Темно и долго поглядел Антоний в рыскучие, смешливые княжеские глаза.
— Всё думал, отче, отчего мне так тяжело было, как из Орды вернулся? А это мне ты нужен был. — Василий по-мальчишески поддел носком сапога землю. — Ужо приду. Жди. — Улыбнулся: — Как грехов поболе накоплю.
И вот совершается возведение, и наступает пора испытания. Искуси мя, Господи, и испытай мя…
В отдалении из толпы виднелось в свете паникадил в середине храма узкое лицо князя, тёмно-русые волосы на пробор. Плечьми не широк по младости возраста, но жилист, на ногу скор. А голосом звонок и своеволен… Невидными, но крепчайшими нитями привязан отныне этот человек к Антонию. И Антоний — к нему. Перед Богом за него ответ держать.
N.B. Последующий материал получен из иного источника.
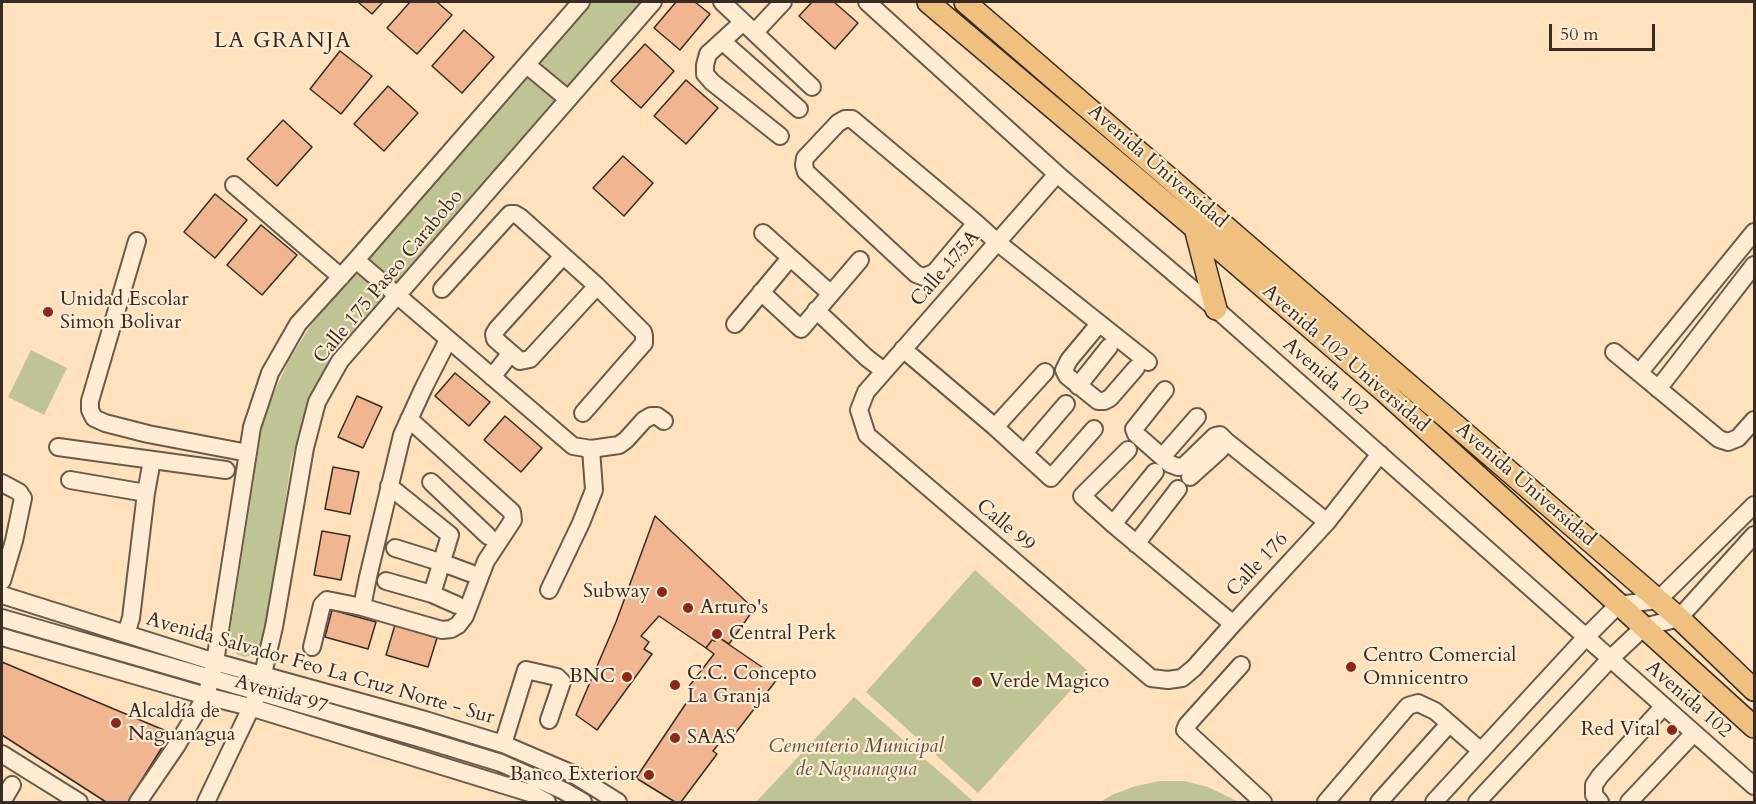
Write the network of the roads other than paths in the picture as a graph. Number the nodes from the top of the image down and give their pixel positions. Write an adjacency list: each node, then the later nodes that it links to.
1 (653, 2): 12 (street, Calle 175 Paseo Carabobo)
2 (722, 2): 8 (street)
3 (783, 2): 8 (street)
4 (867, 2): 15 (street, Avenida 102)
5 (928, 2): 18 (main road, Avenida 102 Universidad)
6 (965, 2): 93 (main road, Avenida Universidad)
7 (577, 3): 10 (street, Calle 175 Paseo Carabobo)
8 (749, 27): 9 (street); 11 (street)
9 (722, 41): 13 (street); 14 (street)
10 (527, 65): 12 (street); 25 (street, Calle 175 Paseo Carabobo)
11 (812, 87)
12 (568, 99): 33 (street, Calle 175 Paseo Carabobo)
13 (799, 108)
14 (780, 136)
15 (1057, 174): 22 (street, Calle 175A); 34 (street, Avenida 102)
16 (234, 184): 28 (street)
17 (976, 223): 17 (street); 22 (street)
18 (1195, 228): 34 (main road); 95 (main road, Avenida 102 Universidad)
19 (1755, 232): 45 (street)
20 (763, 233): 24 (street)
21 (137, 241): 63 (street)
22 (997, 242): 37 (street); 40 (street, Calle 175A)
23 (563, 256): 29 (street); 30 (street); 42 (street)
24 (790, 258): 31 (street); 32 (street)
25 (356, 260): 28 (street, Calle 175 Paseo Carabobo); 33 (street)
26 (860, 260): 32 (street)
27 (1755, 265): 48 (street)
28 (341, 277): 63 (street, Calle 175 Paseo Carabobo)
29 (597, 286): 42 (street); 52 (street)
30 (442, 289)
31 (761, 292): 35 (street); 36 (street)
32 (831, 294): 35 (street)
33 (398, 297): 38 (street); 108 (street, Calle 175 Paseo Carabobo)
34 (1216, 309): 65 (street, Avenida 102)
35 (816, 310): 43 (street)
36 (735, 324)
37 (1099, 324): 47 (street); 47 (street)
38 (448, 340): 46 (street); 54 (street)
39 (1109, 347): 47 (street)
40 (903, 350): 43 (street, Calle 175A); 57 (street)
41 (1614, 352): 45 (street)
42 (511, 353): 46 (street)
43 (884, 371): 50 (street, Calle 175A)
44 (1045, 372): 57 (street)
45 (1639, 373): 48 (street)
46 (492, 377): 61 (street)
47 (1078, 386)
48 (1658, 389): 55 (street)
49 (1166, 390): 66 (street)
50 (866, 392): 109 (street, Calle 99)
51 (1066, 404): 64 (street)
52 (583, 413)
53 (1197, 417): 66 (street)
54 (409, 419): 74 (street); 96 (street)
55 (1755, 420)
56 (664, 421): 61 (street)
57 (995, 427): 64 (street)
58 (1094, 429): 64 (street)
59 (1226, 441): 66 (street); 70 (street); 79 (street)
60 (58, 447): 67 (street)
61 (591, 449): 90 (street)
62 (1128, 450): 80 (street)
63 (248, 453): 107 (street, Calle 175 Paseo Carabobo)
64 (1024, 453)
65 (1380, 454): 79 (street, Calle 176); 103 (street, Avenida 102)
66 (1162, 457)
67 (152, 460): 68 (street); 76 (street)
68 (226, 470)
69 (1155, 472): 80 (street)
70 (1190, 477)
71 (70, 480): 76 (street)
72 (432, 482): 78 (street)
73 (2, 483): 88 (street)
74 (389, 486): 81 (street); 96 (street)
75 (1178, 489): 84 (street)
76 (146, 493): 101 (street)
77 (1755, 506): 93 (street)
78 (463, 513): 81 (street); 83 (street)
79 (1327, 522): 99 (street, Calle 176)
80 (1113, 524): 84 (street)
81 (450, 535): 86 (street)
82 (1755, 535): 98 (street)
83 (488, 537)
84 (1136, 543): 99 (street)
85 (396, 548): 86 (street)
86 (443, 563): 87 (street); 91 (street)
87 (470, 573)
88 (2, 581)
89 (386, 581): 91 (street)
90 (549, 590)
91 (432, 594): 94 (street)
92 (2, 595): 101 (street, Avenida Salvador Feo La Cruz Norte - Sur)
93 (1658, 600): 95 (street); 98 (main road, Avenida Universidad)
94 (458, 605)
95 (1618, 605): 100 (main road, Avenida 102 Universidad); 103 (street)
96 (362, 607): 104 (street)
97 (2, 618): 107 (street, Avenida Salvador Feo La Cruz Norte - Sur)
98 (1679, 618): 100 (street); 110 (main road, Avenida Universidad)
99 (1233, 624): 109 (street, Calle 176)
100 (1644, 627): 105 (street); 117 (main road, Avenida 102 Universidad)
101 (126, 634): 107 (street, Avenida Salvador Feo La Cruz Norte - Sur)
102 (2, 637): 112 (street, Avenida 97)
103 (1586, 637): 105 (street, Avenida 102); 120 (street)
104 (312, 647)
105 (1610, 659): 113 (street, Avenida 102); 135 (street)
106 (1241, 665): 131 (street)
107 (213, 670): 108 (street, Avenida Salvador Feo La Cruz Norte - Sur); 111 (street, Avenida Salvador Feo La Cruz Norte - Sur); 112 (street, Calle 175 Paseo Carabobo)
108 (263, 675): 111 (street, Calle 175 Paseo Carabobo); 119 (street, Avenida Salvador Feo La Cruz Norte - Sur)
109 (1151, 678)
110 (1755, 690)
111 (259, 691): 114 (street, Calle 175 Paseo Carabobo); 129 (street, Avenida Salvador Feo La Cruz Norte - Sur)
112 (206, 696): 114 (street, Avenida 97); 126 (street, Calle 175 Paseo Carabobo)
113 (1664, 706): 118 (street, Avenida 102); 136 (street)
114 (250, 707): 127 (street, Calle 175 Paseo Carabobo); 128 (street, Avenida 97)
115 (549, 720): 119 (street)
116 (1449, 724): 120 (street); 132 (street); 133 (street)
117 (1755, 727)
118 (1694, 733): 123 (street, Avenida 102); 137 (street)
119 (503, 744): 130 (street, Avenida Salvador Feo La Cruz Norte - Sur)
120 (1481, 751): 134 (street)
121 (2, 754): 125 (street)
122 (12, 785): 124 (street)
123 (1755, 786)
124 (2, 802)
125 (79, 802)
126 (138, 802)
127 (208, 802)
128 (547, 802)
129 (583, 802)
130 (618, 802)
131 (1263, 802)
132 (1326, 802)
133 (1379, 802)
134 (1434, 802)
135 (1477, 802)
136 (1600, 802)
137 (1629, 802)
…Моя жизнь больше не будет зависеть ни от кого. Я государь. Наоборот, всё будет как узда в руке… Как скажу… как захочу… Мысли Василия рвались и метались в радости. Он ещё разу не пробовал мёду хмельного и вин заморских чашу не пригубливал, но сейчас словно опьянел: Золотистым туманом застилало голову, в груди ширилось чувство свободы неохватной. По мановению… шептал ему кто-то… по мановению глаз твоих склонятся гордые и головы их падут, и дыхание окончится. Боже мой, зачем?… Всех приведу под руку свою. Укорочу спеси их и сломлю надежды коварные… Что я, чьи?… Нет, сломлю и волю окажу, торжеством моим покроется похотение каждого.
Ликующие голоса хора уносились в надмирность бытия, и близость к Богу казалась столь возможной, сладостно справедливой, почти уже наступившей. И забыл тогда князь, чей он раб на самом деле…
«Эх, запущу я им вшу под яйцы, брательникам двоюродным. Забегает семя княжеское, зачешется. Хорошо я Софье-то ничего не взрызнул[65] сгоряча. Уду-умаю. Скоро уж. Чую, близко мысля, как язычок змеиный помиговат…» Лицо Ивана Дмитриевича Всеволожского хранило благочестивое выражение. Уста прилично сомкнуты. Глаза дорогими агатами поблёскивали в густоте ресниц. Руку белую большую вздымал неспешно на лоб, на грудь широкую и на рамена могучие. По сторонам не смотрел. Только видел всё и с боков, и с заду, и в землю на семь аршин. Вон царевич Мансыр щёлки свои татарские уставил на Ивана Старкова, наместника коломенского. В чести боярин, хоть и летами небогат. На окуня похож. Подбородок скошенный вразброс волосом редким крыт, а кожа на шее жёлтая, уже морщинами в клетку изъедена. От поклонов, вестимо. Зол ты стал, Иван Дмитрич… И глаза, как у окуня, прозрачные, краснотой обведённые. Зубки мелкие, острые в приоткрытом рту. От внимания и усердия приоткрытом. А глазки окунёвые с татарскими встречаются… «Кровь свою помнишь? — усмехаются татарские. — Чей ты внук, помнишь? Иль совсем русским стал, робким и забывчивым?» Красные глазки Старкова ёрзгают: рази всех упомнишь? Да как же забыть! Ведь это честь твоя — царевич Серкиз, выехавший из Орды ещё при Дмитрии Донском. Лаской сочатся глаза Мансыровы, намёком кунацким, древним зовом Степи.